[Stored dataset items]
---*---

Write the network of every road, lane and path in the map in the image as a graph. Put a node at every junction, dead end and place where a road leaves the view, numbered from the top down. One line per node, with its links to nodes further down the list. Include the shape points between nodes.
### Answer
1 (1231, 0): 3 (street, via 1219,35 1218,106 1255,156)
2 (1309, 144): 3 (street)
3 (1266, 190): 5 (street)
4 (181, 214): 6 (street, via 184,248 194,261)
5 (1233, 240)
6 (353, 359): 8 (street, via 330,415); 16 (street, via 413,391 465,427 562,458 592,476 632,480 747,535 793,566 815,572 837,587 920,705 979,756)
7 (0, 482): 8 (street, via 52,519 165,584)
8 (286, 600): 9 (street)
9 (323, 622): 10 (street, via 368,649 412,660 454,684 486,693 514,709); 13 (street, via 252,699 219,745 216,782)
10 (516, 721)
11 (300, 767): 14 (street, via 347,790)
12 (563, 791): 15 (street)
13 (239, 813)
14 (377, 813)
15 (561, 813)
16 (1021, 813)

---*---

■ WORK ORDER ■
What is needed is an exact transcription of every entry.

■ OUTPUT OF THE EXERCISE ■
Write the network of every road, lane and path in the map in the image as a graph. Put a node at every junction, dead end and place where a road leaves the view, numbered from the top down. One line per node, with its links to nodes further down the list. Include the shape points between nodes.
### Answer
1 (1231, 0): 3 (street, via 1219,35 1218,106 1255,156)
2 (1309, 144): 3 (street)
3 (1266, 190): 5 (street)
4 (181, 214): 6 (street, via 184,248 194,261)
5 (1233, 240)
6 (353, 359): 8 (street, via 330,415); 16 (street, via 413,391 465,427 562,458 592,476 632,480 747,535 793,566 815,572 837,587 920,705 979,756)
7 (0, 482): 8 (street, via 52,519 165,584)
8 (286, 600): 9 (street)
9 (323, 622): 10 (street, via 368,649 412,660 454,684 486,693 514,709); 13 (street, via 252,699 219,745 216,782)
10 (516, 721)
11 (300, 767): 14 (street, via 347,790)
12 (563, 791): 15 (street)
13 (239, 813)
14 (377, 813)
15 (561, 813)
16 (1021, 813)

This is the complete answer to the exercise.